*TASK REQUIREMENTS*. Copy each entry below exactly as it appears.

*RECORDS TO PROCESS*.
▬▬▬
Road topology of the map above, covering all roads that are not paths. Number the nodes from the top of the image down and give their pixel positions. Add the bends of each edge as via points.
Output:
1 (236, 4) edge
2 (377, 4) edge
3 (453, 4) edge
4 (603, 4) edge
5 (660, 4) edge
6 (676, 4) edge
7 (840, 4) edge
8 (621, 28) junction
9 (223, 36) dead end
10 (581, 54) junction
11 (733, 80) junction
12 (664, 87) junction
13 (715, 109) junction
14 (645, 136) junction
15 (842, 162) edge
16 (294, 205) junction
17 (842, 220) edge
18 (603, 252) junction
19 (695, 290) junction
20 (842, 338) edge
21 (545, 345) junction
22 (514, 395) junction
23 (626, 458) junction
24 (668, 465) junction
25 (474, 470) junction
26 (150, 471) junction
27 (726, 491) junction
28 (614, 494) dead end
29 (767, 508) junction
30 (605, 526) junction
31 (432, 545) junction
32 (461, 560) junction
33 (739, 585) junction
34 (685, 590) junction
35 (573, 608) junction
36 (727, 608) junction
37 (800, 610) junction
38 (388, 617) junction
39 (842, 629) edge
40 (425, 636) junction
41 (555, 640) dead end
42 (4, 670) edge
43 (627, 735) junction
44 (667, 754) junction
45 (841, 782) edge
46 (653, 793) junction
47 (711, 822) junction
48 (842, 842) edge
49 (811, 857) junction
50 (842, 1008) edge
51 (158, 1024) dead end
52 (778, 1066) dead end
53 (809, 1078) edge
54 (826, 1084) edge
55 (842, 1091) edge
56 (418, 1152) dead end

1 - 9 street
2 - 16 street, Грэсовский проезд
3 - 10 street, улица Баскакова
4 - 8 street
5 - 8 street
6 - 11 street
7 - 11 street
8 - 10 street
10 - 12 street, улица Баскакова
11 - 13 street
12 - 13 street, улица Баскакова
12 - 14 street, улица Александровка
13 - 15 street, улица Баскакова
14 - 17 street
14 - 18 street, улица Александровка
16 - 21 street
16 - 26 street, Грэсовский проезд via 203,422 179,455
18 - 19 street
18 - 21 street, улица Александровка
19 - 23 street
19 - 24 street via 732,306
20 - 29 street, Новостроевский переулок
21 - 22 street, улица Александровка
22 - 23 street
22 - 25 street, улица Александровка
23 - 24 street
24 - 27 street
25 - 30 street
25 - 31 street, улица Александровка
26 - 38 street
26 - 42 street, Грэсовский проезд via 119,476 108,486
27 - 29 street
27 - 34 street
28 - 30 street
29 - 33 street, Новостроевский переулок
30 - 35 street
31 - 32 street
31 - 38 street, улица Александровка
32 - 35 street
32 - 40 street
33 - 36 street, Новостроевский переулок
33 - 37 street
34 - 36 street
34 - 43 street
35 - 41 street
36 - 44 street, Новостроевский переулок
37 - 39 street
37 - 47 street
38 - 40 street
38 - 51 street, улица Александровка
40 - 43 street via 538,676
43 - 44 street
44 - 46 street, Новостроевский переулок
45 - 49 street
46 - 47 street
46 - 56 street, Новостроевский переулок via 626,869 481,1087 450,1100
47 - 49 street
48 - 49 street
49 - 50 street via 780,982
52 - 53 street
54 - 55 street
▬▬▬
*YOUR RESPONSE*.
Road topology of the map above, covering all roads that are not paths. Number the nodes from the top of the image down and give their pixel positions. Add the bends of each edge as via points.
Output:
1 (236, 4) edge
2 (377, 4) edge
3 (453, 4) edge
4 (603, 4) edge
5 (660, 4) edge
6 (676, 4) edge
7 (840, 4) edge
8 (621, 28) junction
9 (223, 36) dead end
10 (581, 54) junction
11 (733, 80) junction
12 (664, 87) junction
13 (715, 109) junction
14 (645, 136) junction
15 (842, 162) edge
16 (294, 205) junction
17 (842, 220) edge
18 (603, 252) junction
19 (695, 290) junction
20 (842, 338) edge
21 (545, 345) junction
22 (514, 395) junction
23 (626, 458) junction
24 (668, 465) junction
25 (474, 470) junction
26 (150, 471) junction
27 (726, 491) junction
28 (614, 494) dead end
29 (767, 508) junction
30 (605, 526) junction
31 (432, 545) junction
32 (461, 560) junction
33 (739, 585) junction
34 (685, 590) junction
35 (573, 608) junction
36 (727, 608) junction
37 (800, 610) junction
38 (388, 617) junction
39 (842, 629) edge
40 (425, 636) junction
41 (555, 640) dead end
42 (4, 670) edge
43 (627, 735) junction
44 (667, 754) junction
45 (841, 782) edge
46 (653, 793) junction
47 (711, 822) junction
48 (842, 842) edge
49 (811, 857) junction
50 (842, 1008) edge
51 (158, 1024) dead end
52 (778, 1066) dead end
53 (809, 1078) edge
54 (826, 1084) edge
55 (842, 1091) edge
56 (418, 1152) dead end

1 - 9 street
2 - 16 street, Грэсовский проезд
3 - 10 street, улица Баскакова
4 - 8 street
5 - 8 street
6 - 11 street
7 - 11 street
8 - 10 street
10 - 12 street, улица Баскакова
11 - 13 street
12 - 13 street, улица Баскакова
12 - 14 street, улица Александровка
13 - 15 street, улица Баскакова
14 - 17 street
14 - 18 street, улица Александровка
16 - 21 street
16 - 26 street, Грэсовский проезд via 203,422 179,455
18 - 19 street
18 - 21 street, улица Александровка
19 - 23 street
19 - 24 street via 732,306
20 - 29 street, Новостроевский переулок
21 - 22 street, улица Александровка
22 - 23 street
22 - 25 street, улица Александровка
23 - 24 street
24 - 27 street
25 - 30 street
25 - 31 street, улица Александровка
26 - 38 street
26 - 42 street, Грэсовский проезд via 119,476 108,486
27 - 29 street
27 - 34 street
28 - 30 street
29 - 33 street, Новостроевский переулок
30 - 35 street
31 - 32 street
31 - 38 street, улица Александровка
32 - 35 street
32 - 40 street
33 - 36 street, Новостроевский переулок
33 - 37 street
34 - 36 street
34 - 43 street
35 - 41 street
36 - 44 street, Новостроевский переулок
37 - 39 street
37 - 47 street
38 - 40 street
38 - 51 street, улица Александровка
40 - 43 street via 538,676
43 - 44 street
44 - 46 street, Новостроевский переулок
45 - 49 street
46 - 47 street
46 - 56 street, Новостроевский переулок via 626,869 481,1087 450,1100
47 - 49 street
48 - 49 street
49 - 50 street via 780,982
52 - 53 street
54 - 55 street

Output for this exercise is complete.